--- Data records ---

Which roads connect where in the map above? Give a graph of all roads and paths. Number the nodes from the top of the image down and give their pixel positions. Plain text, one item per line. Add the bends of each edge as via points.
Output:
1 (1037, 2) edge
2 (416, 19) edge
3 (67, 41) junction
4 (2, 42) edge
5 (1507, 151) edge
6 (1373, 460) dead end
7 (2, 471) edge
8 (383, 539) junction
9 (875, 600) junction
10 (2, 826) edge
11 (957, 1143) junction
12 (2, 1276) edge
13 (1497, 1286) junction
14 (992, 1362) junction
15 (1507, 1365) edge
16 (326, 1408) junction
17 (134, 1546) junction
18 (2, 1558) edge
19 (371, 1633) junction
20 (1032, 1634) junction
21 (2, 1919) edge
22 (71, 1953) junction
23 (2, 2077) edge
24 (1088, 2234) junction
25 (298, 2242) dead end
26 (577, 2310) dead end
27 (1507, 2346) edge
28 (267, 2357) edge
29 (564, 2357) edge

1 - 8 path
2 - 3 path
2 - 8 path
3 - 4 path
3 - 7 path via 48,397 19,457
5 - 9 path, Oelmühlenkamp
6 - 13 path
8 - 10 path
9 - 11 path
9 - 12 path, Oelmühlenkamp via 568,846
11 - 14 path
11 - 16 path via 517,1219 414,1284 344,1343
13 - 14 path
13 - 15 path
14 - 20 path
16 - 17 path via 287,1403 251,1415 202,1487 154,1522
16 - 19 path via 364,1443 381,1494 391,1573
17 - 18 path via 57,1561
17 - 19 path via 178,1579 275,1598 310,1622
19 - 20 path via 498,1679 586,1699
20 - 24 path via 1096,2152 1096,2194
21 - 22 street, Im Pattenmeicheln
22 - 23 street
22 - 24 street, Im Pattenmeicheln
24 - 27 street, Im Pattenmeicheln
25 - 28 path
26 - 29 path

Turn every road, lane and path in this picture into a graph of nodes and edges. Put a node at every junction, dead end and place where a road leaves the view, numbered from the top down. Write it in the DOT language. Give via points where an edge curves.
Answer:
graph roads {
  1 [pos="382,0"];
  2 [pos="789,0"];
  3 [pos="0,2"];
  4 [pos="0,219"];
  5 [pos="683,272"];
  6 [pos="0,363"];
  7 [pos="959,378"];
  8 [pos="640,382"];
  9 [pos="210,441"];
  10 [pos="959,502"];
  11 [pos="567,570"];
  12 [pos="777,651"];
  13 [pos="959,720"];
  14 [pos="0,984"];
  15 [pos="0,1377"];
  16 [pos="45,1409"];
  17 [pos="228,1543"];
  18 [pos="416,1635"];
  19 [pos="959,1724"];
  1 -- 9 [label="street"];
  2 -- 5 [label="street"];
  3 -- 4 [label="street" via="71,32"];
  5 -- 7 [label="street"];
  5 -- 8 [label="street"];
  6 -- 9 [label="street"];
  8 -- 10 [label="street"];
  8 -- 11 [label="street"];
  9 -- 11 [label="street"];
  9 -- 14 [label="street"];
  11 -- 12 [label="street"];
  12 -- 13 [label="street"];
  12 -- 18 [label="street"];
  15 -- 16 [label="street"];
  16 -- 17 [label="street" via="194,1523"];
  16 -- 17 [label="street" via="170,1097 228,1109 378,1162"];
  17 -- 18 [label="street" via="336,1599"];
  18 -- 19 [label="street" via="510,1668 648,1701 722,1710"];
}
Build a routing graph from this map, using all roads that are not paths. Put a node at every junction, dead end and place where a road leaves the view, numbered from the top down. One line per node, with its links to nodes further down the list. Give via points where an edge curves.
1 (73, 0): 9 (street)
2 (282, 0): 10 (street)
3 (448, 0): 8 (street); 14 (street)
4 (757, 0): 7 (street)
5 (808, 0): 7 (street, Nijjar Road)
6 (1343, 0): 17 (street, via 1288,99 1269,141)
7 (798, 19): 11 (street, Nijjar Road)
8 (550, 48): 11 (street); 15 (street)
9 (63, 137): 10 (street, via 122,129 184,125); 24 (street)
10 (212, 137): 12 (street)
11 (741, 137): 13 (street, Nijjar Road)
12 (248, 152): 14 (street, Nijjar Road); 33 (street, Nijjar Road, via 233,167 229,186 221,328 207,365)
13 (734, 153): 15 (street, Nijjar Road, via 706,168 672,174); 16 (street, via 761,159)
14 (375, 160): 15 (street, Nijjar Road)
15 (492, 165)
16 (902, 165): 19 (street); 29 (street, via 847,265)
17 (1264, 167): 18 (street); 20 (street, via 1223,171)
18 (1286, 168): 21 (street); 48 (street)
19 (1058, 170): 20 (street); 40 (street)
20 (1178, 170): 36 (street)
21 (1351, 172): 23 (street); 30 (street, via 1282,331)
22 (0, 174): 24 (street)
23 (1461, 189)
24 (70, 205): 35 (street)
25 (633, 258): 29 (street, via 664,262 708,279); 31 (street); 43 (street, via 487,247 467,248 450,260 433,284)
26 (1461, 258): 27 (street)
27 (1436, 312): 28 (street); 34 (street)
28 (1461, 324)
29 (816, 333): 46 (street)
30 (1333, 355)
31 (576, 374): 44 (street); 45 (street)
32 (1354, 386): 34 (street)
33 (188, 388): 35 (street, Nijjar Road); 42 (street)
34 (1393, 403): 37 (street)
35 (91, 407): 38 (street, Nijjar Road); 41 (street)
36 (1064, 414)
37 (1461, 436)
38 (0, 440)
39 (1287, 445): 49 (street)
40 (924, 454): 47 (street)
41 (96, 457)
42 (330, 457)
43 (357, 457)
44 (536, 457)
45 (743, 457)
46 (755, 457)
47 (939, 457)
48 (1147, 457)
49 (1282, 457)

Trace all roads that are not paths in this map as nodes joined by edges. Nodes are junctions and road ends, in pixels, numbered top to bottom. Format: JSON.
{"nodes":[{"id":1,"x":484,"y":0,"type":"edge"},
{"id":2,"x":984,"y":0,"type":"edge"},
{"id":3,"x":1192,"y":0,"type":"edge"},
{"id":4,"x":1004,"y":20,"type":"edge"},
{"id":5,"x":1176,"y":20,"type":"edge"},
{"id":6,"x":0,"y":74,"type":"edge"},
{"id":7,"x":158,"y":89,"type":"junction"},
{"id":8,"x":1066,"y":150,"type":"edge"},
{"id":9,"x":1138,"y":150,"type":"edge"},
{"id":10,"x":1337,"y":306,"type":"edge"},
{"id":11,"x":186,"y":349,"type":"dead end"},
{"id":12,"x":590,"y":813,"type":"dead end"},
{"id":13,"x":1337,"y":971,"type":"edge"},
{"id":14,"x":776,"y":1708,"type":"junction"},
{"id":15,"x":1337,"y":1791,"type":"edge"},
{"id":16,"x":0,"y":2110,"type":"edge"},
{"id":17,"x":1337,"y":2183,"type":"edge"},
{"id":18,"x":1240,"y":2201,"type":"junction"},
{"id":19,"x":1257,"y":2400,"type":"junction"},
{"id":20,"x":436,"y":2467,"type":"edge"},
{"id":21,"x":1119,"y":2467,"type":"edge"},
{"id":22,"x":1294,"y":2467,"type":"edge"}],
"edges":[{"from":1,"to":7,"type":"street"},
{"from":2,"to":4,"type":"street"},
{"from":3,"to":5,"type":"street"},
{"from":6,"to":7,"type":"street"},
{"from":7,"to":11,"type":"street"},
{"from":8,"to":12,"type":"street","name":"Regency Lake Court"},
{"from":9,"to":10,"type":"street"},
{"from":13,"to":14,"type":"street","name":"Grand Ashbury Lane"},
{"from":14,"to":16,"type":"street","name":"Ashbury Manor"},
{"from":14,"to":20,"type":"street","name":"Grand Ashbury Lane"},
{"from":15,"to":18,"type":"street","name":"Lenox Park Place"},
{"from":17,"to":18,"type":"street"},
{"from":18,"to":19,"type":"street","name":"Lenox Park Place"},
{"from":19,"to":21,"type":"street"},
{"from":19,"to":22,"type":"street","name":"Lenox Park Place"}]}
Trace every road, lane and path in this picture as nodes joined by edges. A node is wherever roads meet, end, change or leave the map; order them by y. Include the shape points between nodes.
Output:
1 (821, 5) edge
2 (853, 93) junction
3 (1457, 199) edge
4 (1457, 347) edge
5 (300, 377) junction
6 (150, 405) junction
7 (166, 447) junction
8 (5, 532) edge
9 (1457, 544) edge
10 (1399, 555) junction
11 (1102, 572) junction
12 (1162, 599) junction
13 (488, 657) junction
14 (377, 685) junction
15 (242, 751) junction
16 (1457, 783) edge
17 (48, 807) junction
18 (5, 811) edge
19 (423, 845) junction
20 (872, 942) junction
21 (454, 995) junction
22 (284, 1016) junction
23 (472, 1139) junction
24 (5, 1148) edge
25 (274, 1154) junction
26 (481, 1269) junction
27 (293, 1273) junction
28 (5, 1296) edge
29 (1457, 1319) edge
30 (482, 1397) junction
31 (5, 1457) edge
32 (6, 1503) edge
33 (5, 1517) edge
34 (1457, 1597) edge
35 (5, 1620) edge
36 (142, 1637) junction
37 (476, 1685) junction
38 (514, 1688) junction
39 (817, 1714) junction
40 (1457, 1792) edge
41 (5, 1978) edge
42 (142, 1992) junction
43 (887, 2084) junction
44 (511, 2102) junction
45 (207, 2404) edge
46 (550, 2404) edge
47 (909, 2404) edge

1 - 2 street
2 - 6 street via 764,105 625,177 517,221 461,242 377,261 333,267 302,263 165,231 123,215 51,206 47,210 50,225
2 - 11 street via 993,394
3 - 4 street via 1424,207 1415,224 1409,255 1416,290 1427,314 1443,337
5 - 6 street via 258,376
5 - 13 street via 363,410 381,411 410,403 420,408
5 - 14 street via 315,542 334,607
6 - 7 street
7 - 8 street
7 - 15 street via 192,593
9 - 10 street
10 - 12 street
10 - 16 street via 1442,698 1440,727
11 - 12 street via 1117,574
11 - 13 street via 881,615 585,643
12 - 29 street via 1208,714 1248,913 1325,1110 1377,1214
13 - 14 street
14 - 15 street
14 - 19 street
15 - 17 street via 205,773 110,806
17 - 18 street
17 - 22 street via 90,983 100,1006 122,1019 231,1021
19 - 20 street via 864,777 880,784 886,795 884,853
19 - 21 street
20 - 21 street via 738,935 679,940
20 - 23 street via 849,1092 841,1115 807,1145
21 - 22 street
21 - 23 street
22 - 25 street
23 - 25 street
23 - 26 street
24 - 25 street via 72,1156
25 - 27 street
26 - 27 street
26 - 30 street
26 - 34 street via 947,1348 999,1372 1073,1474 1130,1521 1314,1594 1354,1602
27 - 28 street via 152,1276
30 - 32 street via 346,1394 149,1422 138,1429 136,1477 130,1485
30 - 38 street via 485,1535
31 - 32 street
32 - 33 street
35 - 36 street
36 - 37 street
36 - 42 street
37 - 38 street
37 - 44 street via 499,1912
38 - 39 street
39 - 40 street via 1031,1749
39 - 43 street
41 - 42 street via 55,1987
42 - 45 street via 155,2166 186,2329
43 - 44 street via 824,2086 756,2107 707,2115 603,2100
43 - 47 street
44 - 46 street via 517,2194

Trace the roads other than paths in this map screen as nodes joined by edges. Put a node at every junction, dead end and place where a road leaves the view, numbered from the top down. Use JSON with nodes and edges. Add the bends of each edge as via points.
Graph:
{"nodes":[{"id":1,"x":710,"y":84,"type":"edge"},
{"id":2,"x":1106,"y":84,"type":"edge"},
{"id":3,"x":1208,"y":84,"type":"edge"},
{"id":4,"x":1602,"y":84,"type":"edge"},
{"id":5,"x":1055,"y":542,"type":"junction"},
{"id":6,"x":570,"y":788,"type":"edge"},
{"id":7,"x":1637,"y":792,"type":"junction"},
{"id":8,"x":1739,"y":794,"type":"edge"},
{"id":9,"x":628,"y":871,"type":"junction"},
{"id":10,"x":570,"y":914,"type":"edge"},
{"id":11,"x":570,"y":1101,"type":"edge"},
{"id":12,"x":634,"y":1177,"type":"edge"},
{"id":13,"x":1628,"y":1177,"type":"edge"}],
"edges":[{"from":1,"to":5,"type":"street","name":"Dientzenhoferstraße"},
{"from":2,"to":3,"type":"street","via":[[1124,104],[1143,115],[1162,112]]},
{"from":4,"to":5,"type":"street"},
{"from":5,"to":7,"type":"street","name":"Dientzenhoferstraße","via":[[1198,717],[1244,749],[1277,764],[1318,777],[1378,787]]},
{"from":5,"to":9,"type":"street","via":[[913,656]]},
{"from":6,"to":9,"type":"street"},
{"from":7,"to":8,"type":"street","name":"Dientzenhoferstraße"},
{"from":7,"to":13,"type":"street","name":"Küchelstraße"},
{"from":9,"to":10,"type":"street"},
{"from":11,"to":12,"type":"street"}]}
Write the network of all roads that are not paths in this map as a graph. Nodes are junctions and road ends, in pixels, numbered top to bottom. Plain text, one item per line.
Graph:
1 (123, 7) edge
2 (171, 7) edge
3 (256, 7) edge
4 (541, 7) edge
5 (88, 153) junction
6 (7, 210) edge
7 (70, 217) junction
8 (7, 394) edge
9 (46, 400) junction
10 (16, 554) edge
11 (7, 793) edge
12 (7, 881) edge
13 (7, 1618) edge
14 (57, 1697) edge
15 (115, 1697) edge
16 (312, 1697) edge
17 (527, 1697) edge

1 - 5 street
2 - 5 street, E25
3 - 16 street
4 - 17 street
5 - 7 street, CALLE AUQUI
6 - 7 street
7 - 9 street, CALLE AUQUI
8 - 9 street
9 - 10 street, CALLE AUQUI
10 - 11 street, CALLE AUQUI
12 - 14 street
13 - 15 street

---

Starting from the line that contains "Write the network", give again every line to the last line of the data, exactly. Include nothing else.

Solution to the problem ▸
Write the network of all roads that are not paths in this map as a graph. Nodes are junctions and road ends, in pixels, numbered top to bottom. Plain text, one item per line.
Graph:
1 (123, 7) edge
2 (171, 7) edge
3 (256, 7) edge
4 (541, 7) edge
5 (88, 153) junction
6 (7, 210) edge
7 (70, 217) junction
8 (7, 394) edge
9 (46, 400) junction
10 (16, 554) edge
11 (7, 793) edge
12 (7, 881) edge
13 (7, 1618) edge
14 (57, 1697) edge
15 (115, 1697) edge
16 (312, 1697) edge
17 (527, 1697) edge

1 - 5 street
2 - 5 street, E25
3 - 16 street
4 - 17 street
5 - 7 street, CALLE AUQUI
6 - 7 street
7 - 9 street, CALLE AUQUI
8 - 9 street
9 - 10 street, CALLE AUQUI
10 - 11 street, CALLE AUQUI
12 - 14 street
13 - 15 street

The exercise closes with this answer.